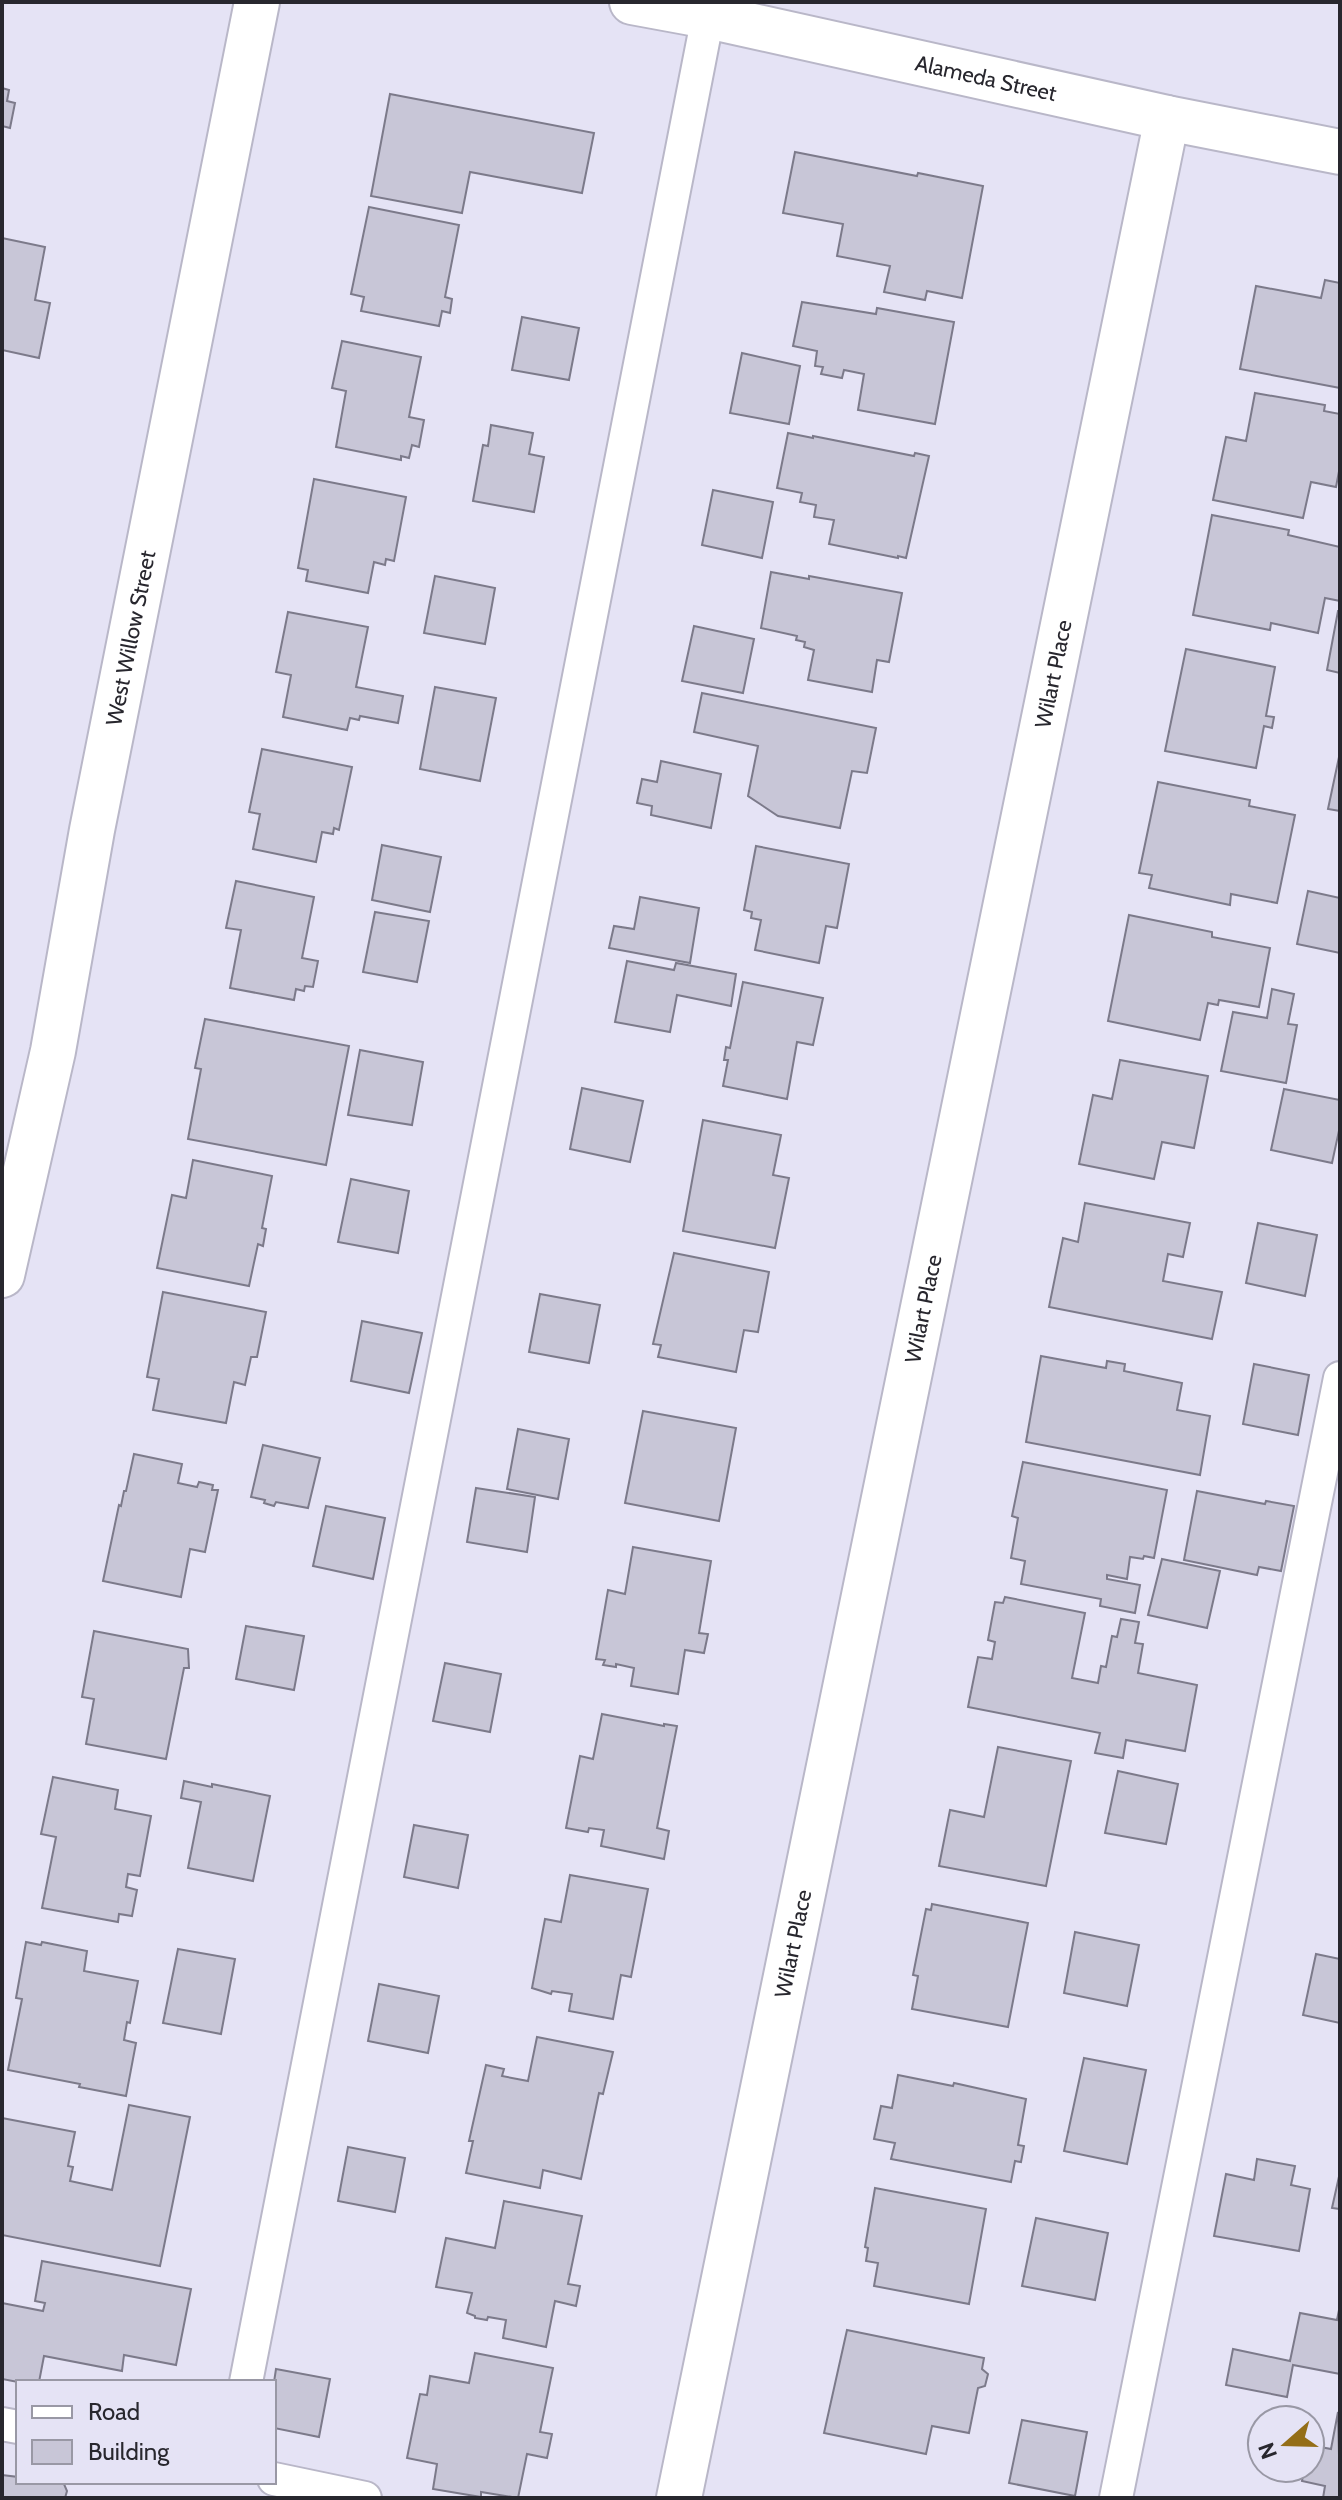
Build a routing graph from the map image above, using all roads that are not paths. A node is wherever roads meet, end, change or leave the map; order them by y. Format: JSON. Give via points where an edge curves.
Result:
{"nodes":[{"id":1,"x":257,"y":2,"type":"edge"},
{"id":2,"x":632,"y":2,"type":"edge"},
{"id":3,"x":708,"y":16,"type":"junction"},
{"id":4,"x":1167,"y":118,"type":"junction"},
{"id":5,"x":1340,"y":152,"type":"edge"},
{"id":6,"x":2,"y":1275,"type":"edge"},
{"id":7,"x":1340,"y":1378,"type":"edge"},
{"id":8,"x":246,"y":2380,"type":"edge"},
{"id":9,"x":276,"y":2479,"type":"edge"},
{"id":10,"x":365,"y":2498,"type":"edge"},
{"id":11,"x":679,"y":2498,"type":"edge"},
{"id":12,"x":1116,"y":2498,"type":"edge"}],
"edges":[{"from":1,"to":6,"type":"street","name":"West Willow Street","via":[[53,1051]]},
{"from":2,"to":3,"type":"street","name":"Alameda Street"},
{"from":3,"to":4,"type":"street","name":"Alameda Street"},
{"from":3,"to":8,"type":"lane"},
{"from":4,"to":5,"type":"street","name":"Alameda Street"},
{"from":4,"to":11,"type":"street","name":"Wilart Place"},
{"from":7,"to":12,"type":"lane"},
{"from":9,"to":10,"type":"lane"}]}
§
**Task prompt:**
Print every line above exactly as given, but not the pictures.

**Worked solution:**
Build a routing graph from the map image above, using all roads that are not paths. A node is wherever roads meet, end, change or leave the map; order them by y. Format: JSON. Give via points where an edge curves.
Result:
{"nodes":[{"id":1,"x":257,"y":2,"type":"edge"},
{"id":2,"x":632,"y":2,"type":"edge"},
{"id":3,"x":708,"y":16,"type":"junction"},
{"id":4,"x":1167,"y":118,"type":"junction"},
{"id":5,"x":1340,"y":152,"type":"edge"},
{"id":6,"x":2,"y":1275,"type":"edge"},
{"id":7,"x":1340,"y":1378,"type":"edge"},
{"id":8,"x":246,"y":2380,"type":"edge"},
{"id":9,"x":276,"y":2479,"type":"edge"},
{"id":10,"x":365,"y":2498,"type":"edge"},
{"id":11,"x":679,"y":2498,"type":"edge"},
{"id":12,"x":1116,"y":2498,"type":"edge"}],
"edges":[{"from":1,"to":6,"type":"street","name":"West Willow Street","via":[[53,1051]]},
{"from":2,"to":3,"type":"street","name":"Alameda Street"},
{"from":3,"to":4,"type":"street","name":"Alameda Street"},
{"from":3,"to":8,"type":"lane"},
{"from":4,"to":5,"type":"street","name":"Alameda Street"},
{"from":4,"to":11,"type":"street","name":"Wilart Place"},
{"from":7,"to":12,"type":"lane"},
{"from":9,"to":10,"type":"lane"}]}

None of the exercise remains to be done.